# About this task:
Using the records below, report how many lines include "paths", and give no more than the number.

^^^^^^^^

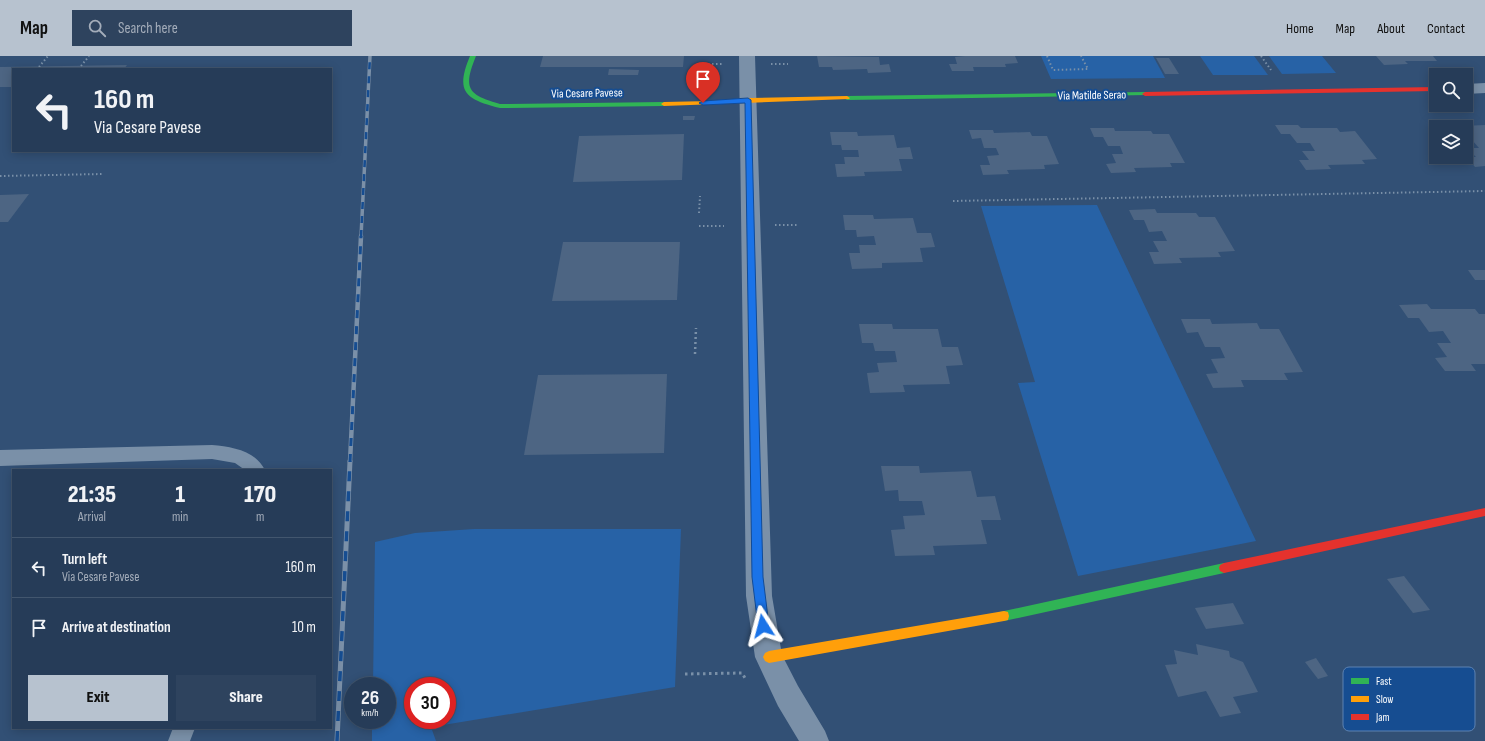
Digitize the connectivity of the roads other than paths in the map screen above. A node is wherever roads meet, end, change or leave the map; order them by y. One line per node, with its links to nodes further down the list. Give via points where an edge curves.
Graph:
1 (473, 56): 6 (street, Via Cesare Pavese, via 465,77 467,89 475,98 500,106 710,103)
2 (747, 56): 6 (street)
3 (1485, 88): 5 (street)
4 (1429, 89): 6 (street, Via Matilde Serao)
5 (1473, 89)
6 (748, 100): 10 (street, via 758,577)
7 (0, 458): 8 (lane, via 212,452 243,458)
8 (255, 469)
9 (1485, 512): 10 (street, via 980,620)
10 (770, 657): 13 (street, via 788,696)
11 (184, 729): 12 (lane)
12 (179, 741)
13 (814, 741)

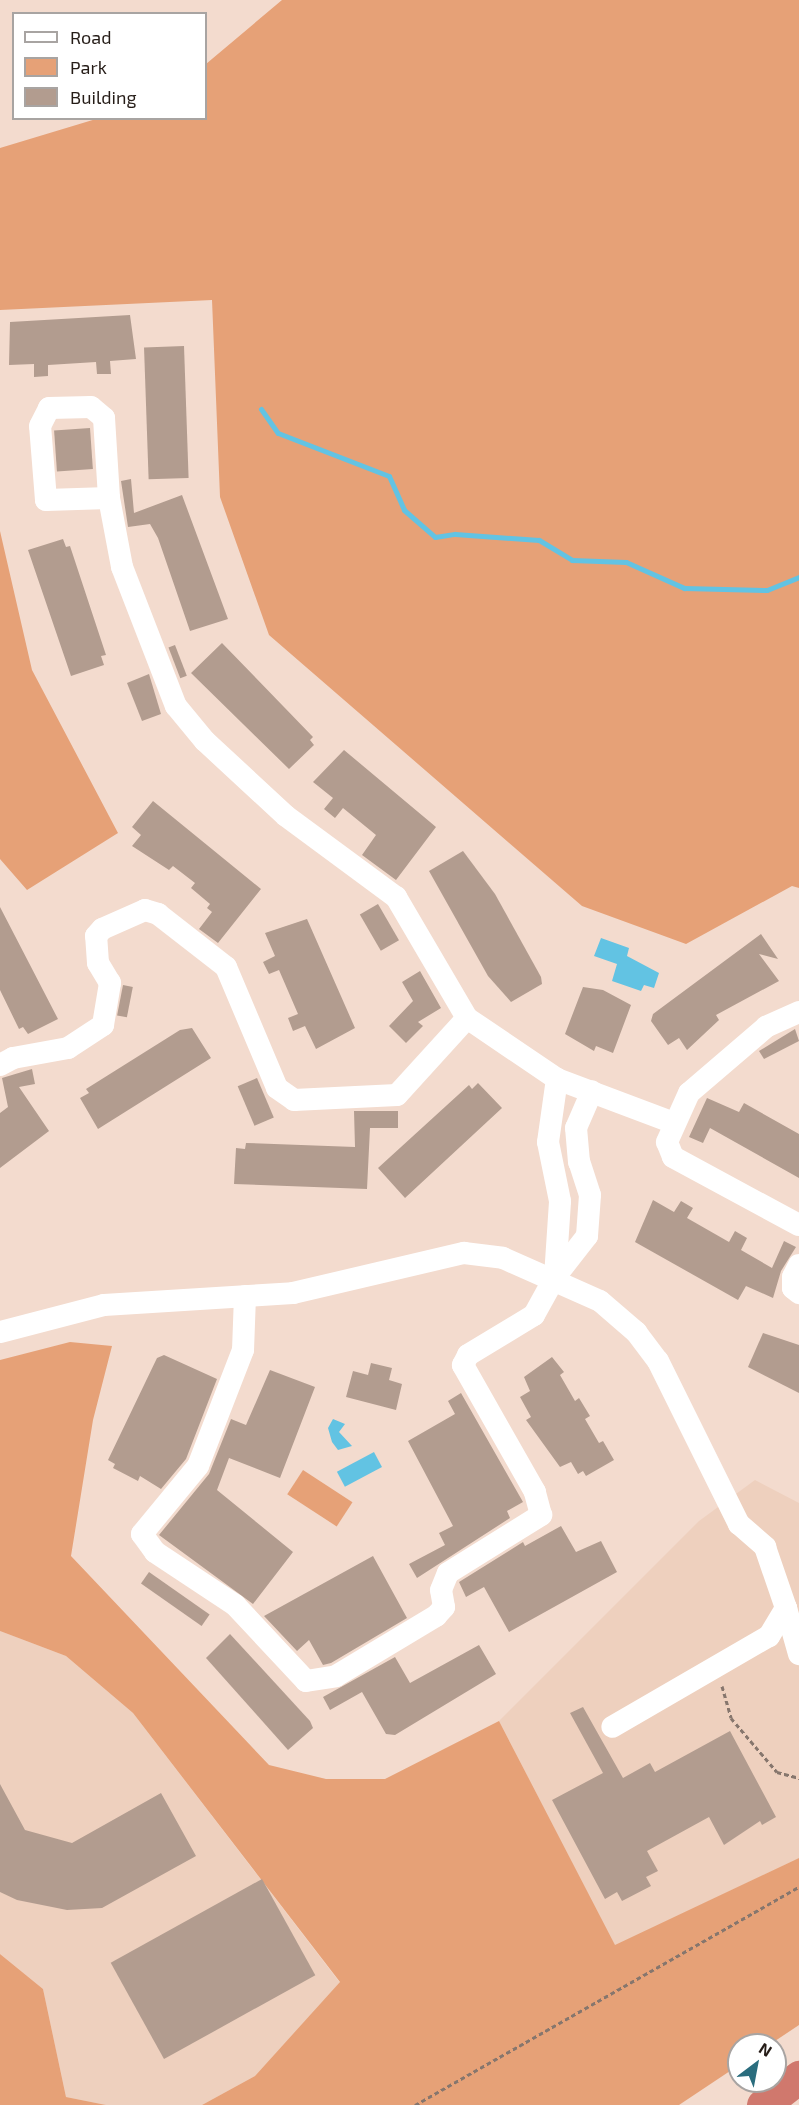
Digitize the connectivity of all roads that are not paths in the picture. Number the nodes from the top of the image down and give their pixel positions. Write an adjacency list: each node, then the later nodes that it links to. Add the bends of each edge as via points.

^^^^^^^^

# Problem solution:
2